(DATA TO PROCESS Opens)

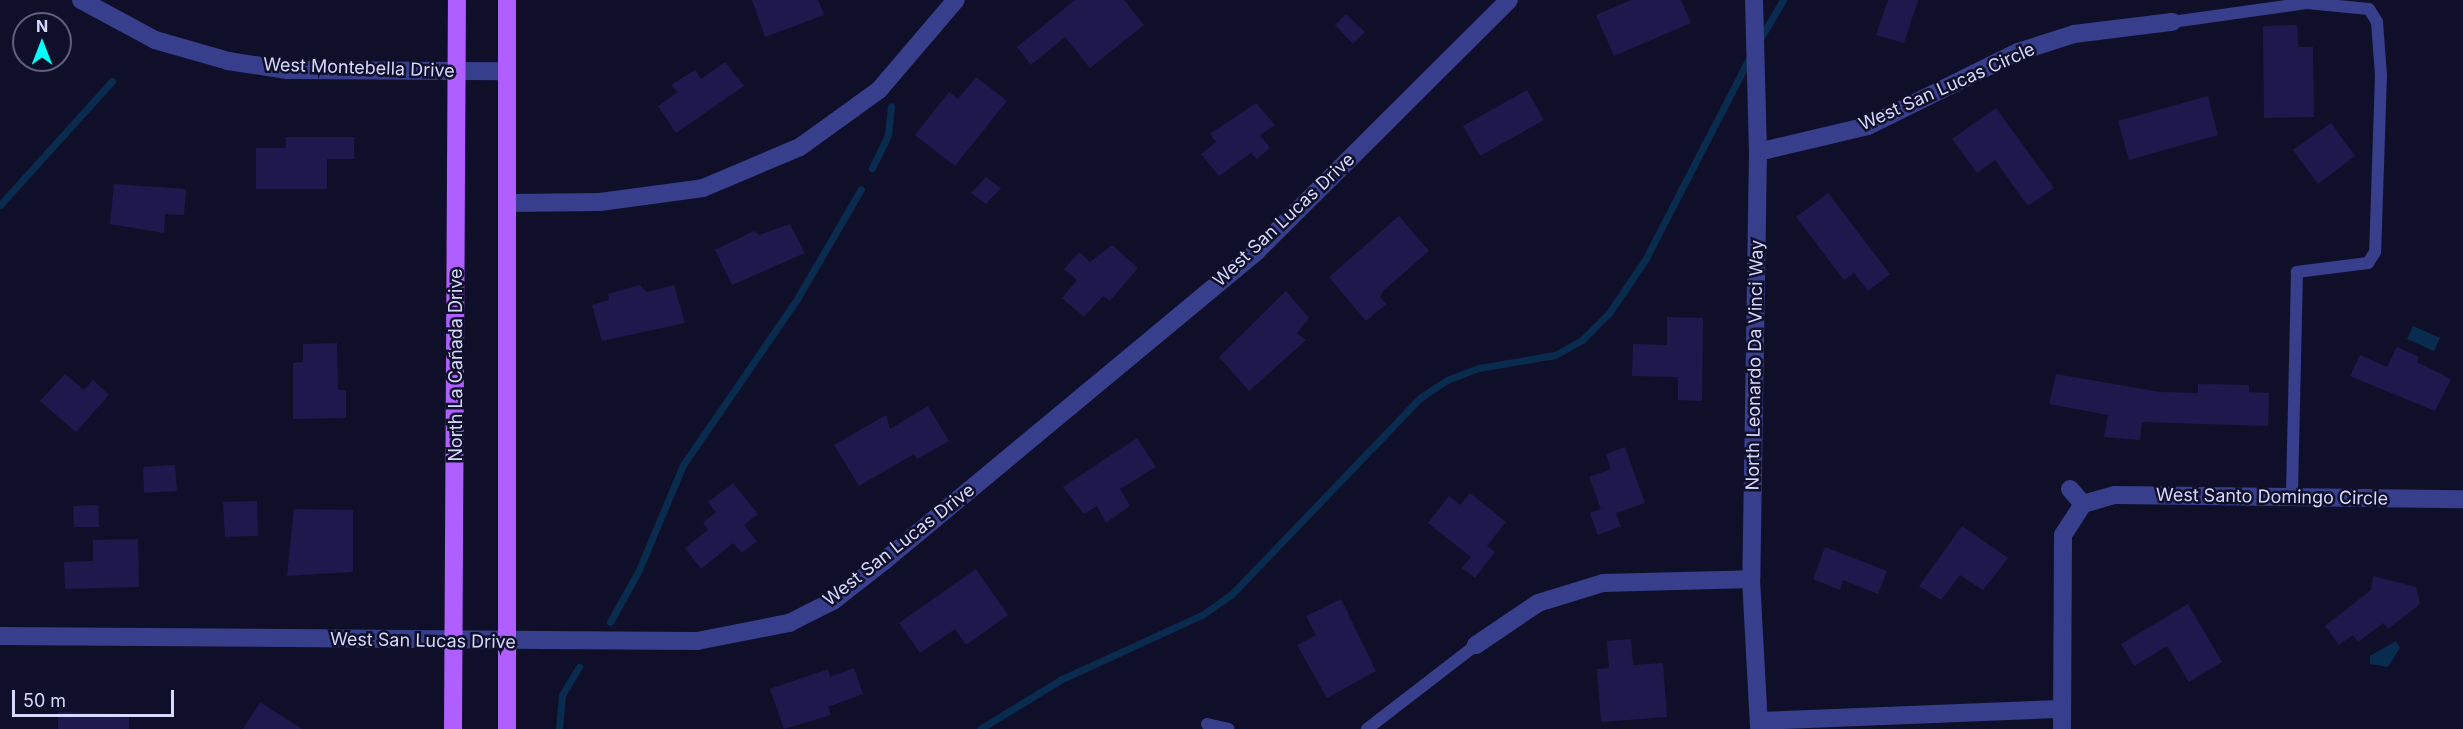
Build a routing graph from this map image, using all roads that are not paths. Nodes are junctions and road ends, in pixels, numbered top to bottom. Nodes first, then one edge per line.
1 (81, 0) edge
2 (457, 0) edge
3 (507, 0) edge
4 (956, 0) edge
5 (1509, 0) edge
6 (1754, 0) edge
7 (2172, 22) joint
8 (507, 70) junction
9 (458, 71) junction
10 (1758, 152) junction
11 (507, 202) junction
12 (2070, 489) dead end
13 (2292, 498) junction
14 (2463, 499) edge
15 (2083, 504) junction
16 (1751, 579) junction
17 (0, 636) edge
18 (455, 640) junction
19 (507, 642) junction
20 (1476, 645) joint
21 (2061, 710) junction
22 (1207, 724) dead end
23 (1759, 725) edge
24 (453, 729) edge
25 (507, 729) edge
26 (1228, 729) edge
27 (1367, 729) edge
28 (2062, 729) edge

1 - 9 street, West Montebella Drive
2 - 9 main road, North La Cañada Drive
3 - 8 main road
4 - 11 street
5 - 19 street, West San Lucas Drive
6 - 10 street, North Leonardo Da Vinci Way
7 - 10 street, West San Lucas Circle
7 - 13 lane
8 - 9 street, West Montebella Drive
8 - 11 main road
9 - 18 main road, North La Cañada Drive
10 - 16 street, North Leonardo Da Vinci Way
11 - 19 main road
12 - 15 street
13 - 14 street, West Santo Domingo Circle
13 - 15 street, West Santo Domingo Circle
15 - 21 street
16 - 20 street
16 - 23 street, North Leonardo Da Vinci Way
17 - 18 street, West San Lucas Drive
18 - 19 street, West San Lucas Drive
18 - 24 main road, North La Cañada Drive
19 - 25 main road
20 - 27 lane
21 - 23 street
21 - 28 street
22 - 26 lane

(DATA TO PROCESS Closes)
(DATA TO PROCESS Opens)

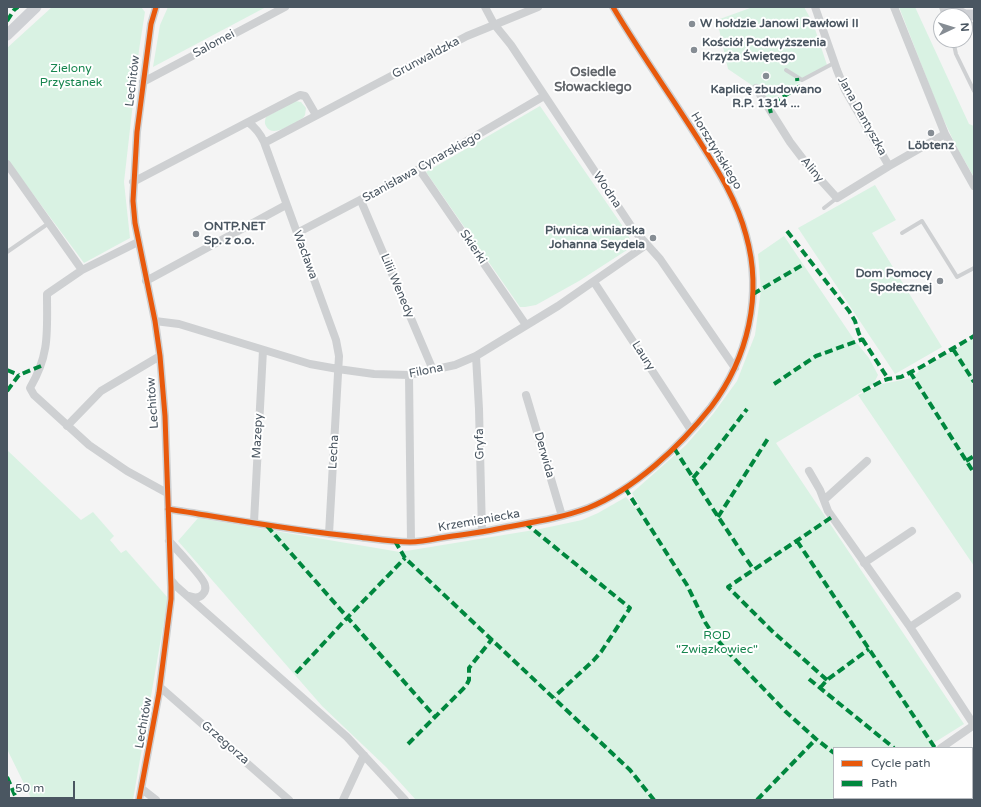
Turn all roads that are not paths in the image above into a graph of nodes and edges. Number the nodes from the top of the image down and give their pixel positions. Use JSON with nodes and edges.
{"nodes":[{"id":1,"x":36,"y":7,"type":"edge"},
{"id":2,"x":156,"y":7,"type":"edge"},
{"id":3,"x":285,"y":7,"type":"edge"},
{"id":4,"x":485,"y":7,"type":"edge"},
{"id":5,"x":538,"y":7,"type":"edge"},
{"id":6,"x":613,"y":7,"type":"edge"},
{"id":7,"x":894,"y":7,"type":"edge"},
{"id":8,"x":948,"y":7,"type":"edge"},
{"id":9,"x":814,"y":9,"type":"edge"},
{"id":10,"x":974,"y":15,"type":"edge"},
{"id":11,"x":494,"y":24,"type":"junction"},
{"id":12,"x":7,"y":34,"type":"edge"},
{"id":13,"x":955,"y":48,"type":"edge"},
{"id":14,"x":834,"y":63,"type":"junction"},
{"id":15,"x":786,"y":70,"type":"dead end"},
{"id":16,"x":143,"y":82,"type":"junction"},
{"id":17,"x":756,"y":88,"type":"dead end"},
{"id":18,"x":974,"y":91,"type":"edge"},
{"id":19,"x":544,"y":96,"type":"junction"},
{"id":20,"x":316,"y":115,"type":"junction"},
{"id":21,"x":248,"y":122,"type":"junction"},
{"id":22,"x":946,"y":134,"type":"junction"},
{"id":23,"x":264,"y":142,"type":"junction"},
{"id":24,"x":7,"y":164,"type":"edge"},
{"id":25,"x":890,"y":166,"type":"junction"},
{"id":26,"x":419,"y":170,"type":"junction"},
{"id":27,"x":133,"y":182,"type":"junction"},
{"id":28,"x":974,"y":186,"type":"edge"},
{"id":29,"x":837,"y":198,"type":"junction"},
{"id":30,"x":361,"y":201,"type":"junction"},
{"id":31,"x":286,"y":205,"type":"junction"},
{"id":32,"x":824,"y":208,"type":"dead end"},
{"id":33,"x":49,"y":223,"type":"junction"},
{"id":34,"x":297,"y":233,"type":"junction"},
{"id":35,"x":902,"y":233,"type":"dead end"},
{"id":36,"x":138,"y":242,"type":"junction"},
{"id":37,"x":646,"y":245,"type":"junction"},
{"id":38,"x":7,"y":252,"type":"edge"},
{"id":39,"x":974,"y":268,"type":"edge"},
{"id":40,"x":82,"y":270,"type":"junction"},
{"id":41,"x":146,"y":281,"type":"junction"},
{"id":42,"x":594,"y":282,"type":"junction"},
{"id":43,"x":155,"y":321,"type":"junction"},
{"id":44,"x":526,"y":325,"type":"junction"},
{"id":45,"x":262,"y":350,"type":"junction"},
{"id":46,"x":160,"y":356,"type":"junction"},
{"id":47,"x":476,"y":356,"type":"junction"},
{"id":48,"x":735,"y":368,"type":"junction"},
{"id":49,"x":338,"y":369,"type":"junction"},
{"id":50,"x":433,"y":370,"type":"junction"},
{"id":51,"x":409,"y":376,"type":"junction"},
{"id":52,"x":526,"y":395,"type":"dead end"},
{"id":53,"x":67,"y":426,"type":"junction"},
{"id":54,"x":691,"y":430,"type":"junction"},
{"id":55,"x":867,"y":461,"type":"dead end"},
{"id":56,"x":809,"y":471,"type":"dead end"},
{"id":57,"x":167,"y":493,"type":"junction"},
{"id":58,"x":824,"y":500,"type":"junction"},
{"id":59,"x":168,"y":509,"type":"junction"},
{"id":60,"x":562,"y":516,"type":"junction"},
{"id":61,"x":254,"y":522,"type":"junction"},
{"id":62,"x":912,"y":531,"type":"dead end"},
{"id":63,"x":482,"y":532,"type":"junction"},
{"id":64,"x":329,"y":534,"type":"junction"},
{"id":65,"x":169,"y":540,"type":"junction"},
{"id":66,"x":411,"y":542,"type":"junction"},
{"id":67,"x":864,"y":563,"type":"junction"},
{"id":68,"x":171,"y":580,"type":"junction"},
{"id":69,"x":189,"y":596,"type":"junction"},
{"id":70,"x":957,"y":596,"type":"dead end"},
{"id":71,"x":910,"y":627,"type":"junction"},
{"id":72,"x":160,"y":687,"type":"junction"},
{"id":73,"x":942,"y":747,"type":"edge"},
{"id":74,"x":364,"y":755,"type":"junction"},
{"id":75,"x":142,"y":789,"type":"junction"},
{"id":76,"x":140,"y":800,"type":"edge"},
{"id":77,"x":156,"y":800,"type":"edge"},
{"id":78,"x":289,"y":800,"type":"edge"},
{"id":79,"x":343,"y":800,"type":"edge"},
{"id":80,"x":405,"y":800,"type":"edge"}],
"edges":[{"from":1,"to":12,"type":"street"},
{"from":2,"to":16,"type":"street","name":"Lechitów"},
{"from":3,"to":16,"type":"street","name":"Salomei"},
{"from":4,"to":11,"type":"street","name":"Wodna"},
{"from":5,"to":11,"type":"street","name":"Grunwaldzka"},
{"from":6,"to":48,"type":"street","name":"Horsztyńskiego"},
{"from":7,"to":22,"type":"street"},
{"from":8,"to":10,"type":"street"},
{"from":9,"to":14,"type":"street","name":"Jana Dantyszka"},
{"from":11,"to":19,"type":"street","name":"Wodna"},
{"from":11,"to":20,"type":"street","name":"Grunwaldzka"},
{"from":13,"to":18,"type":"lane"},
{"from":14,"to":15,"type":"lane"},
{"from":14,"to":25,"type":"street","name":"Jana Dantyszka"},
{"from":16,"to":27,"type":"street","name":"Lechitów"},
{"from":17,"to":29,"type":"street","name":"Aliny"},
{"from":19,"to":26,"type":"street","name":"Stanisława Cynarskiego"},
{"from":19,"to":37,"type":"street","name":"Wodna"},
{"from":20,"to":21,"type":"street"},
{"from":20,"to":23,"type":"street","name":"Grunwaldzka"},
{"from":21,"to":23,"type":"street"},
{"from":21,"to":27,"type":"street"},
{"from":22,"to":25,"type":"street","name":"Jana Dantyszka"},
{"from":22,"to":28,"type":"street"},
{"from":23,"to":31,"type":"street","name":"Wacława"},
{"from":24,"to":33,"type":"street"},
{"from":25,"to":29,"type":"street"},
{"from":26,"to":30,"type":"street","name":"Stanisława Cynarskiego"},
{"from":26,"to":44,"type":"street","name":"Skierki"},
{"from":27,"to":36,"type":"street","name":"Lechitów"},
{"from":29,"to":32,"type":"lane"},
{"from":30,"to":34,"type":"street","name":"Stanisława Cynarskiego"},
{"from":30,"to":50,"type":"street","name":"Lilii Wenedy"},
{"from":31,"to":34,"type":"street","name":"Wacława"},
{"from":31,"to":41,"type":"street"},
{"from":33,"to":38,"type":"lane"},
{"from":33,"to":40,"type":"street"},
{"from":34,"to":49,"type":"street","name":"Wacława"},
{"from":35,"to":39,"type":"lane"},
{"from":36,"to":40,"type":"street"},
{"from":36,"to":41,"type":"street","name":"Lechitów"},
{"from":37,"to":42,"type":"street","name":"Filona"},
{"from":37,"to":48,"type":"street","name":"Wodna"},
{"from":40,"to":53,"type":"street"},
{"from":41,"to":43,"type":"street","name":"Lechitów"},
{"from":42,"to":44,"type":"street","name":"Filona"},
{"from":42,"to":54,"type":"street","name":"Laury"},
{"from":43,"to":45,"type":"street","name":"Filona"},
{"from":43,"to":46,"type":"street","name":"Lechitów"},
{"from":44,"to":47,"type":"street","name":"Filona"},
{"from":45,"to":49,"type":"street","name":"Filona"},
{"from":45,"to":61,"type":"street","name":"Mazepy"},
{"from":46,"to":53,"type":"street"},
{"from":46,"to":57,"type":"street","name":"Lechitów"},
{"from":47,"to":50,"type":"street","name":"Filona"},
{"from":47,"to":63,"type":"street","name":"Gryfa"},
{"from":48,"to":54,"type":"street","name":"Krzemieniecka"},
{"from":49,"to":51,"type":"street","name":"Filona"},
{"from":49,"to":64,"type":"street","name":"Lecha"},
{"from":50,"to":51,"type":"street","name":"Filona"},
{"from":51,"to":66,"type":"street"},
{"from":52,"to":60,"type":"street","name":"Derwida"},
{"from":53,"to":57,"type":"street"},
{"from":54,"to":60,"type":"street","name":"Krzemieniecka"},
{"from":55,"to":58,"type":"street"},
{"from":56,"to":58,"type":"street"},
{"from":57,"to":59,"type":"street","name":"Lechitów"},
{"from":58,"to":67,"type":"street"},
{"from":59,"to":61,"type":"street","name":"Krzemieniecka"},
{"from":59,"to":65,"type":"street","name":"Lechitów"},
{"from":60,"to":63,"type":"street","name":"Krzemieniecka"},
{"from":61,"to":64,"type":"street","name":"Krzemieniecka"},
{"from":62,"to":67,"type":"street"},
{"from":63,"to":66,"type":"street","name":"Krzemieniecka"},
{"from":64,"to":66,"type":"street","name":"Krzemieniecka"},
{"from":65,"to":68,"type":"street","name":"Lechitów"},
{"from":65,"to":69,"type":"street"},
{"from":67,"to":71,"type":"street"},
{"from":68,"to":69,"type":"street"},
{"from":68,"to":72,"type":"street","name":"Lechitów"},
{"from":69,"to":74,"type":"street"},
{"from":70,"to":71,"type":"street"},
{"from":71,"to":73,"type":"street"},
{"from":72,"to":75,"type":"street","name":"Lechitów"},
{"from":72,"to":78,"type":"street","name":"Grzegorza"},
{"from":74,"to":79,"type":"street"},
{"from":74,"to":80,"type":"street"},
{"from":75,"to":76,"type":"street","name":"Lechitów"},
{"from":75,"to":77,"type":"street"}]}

(DATA TO PROCESS Closes)

WHAT TO PRODUCE: Wherever "Lucas" turns up in the records, copy the whole line.

WRITTEN RESPONSE:
5 - 19 street, West San Lucas Drive
7 - 10 street, West San Lucas Circle
17 - 18 street, West San Lucas Drive
18 - 19 street, West San Lucas Drive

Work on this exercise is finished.